» Exercise aim: Where does the word "other" show up in the records? Copy every line that has it.

Stored data:
===

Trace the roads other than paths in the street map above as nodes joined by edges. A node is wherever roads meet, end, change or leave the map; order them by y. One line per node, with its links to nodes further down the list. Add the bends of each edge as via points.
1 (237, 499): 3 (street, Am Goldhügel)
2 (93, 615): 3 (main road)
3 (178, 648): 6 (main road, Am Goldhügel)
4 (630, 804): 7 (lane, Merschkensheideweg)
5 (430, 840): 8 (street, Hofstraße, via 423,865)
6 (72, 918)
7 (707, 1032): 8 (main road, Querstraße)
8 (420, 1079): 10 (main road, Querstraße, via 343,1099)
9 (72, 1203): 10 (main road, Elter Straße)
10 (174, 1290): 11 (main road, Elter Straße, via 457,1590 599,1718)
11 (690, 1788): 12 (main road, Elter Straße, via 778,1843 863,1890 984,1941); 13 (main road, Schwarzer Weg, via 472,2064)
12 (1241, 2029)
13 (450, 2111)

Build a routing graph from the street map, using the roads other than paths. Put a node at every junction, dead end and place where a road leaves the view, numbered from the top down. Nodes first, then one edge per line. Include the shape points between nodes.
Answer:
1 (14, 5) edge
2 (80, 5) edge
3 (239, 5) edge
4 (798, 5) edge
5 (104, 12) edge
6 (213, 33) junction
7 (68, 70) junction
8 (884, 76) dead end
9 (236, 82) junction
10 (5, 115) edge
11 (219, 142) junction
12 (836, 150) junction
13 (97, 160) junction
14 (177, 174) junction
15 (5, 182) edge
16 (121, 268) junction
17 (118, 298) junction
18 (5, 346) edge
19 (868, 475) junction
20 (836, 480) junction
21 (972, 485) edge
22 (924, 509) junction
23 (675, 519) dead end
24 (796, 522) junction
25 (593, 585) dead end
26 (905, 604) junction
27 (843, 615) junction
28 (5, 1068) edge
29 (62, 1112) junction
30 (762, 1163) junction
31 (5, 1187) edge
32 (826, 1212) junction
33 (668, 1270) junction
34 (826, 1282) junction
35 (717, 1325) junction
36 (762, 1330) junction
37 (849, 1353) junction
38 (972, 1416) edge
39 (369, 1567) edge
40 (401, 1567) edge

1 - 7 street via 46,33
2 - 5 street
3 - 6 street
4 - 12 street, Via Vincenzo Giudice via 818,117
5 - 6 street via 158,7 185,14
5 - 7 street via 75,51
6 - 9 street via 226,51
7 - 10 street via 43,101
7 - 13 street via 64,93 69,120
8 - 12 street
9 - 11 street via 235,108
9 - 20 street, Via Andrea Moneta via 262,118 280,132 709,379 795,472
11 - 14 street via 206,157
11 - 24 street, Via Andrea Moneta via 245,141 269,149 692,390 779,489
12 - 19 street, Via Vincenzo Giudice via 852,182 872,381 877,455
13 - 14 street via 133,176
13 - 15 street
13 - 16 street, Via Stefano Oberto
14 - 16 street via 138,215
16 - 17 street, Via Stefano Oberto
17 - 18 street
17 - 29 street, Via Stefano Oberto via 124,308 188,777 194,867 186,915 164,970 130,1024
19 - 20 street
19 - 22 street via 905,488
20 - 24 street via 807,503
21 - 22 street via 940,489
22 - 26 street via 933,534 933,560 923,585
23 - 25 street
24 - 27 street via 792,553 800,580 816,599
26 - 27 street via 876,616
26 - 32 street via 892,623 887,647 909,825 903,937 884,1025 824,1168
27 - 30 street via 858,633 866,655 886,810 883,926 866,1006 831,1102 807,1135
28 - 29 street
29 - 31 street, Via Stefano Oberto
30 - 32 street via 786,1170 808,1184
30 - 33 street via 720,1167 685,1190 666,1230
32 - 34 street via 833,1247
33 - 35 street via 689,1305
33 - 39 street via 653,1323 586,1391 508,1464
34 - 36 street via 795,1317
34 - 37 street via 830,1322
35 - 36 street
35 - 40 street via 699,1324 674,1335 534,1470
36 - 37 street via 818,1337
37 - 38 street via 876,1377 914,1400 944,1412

===

» Result for this task:
Trace the roads other than paths in the street map above as nodes joined by edges. A node is wherever roads meet, end, change or leave the map; order them by y. One line per node, with its links to nodes further down the list. Add the bends of each edge as via points.
Build a routing graph from the street map, using the roads other than paths. Put a node at every junction, dead end and place where a road leaves the view, numbered from the top down. Nodes first, then one edge per line. Include the shape points between nodes.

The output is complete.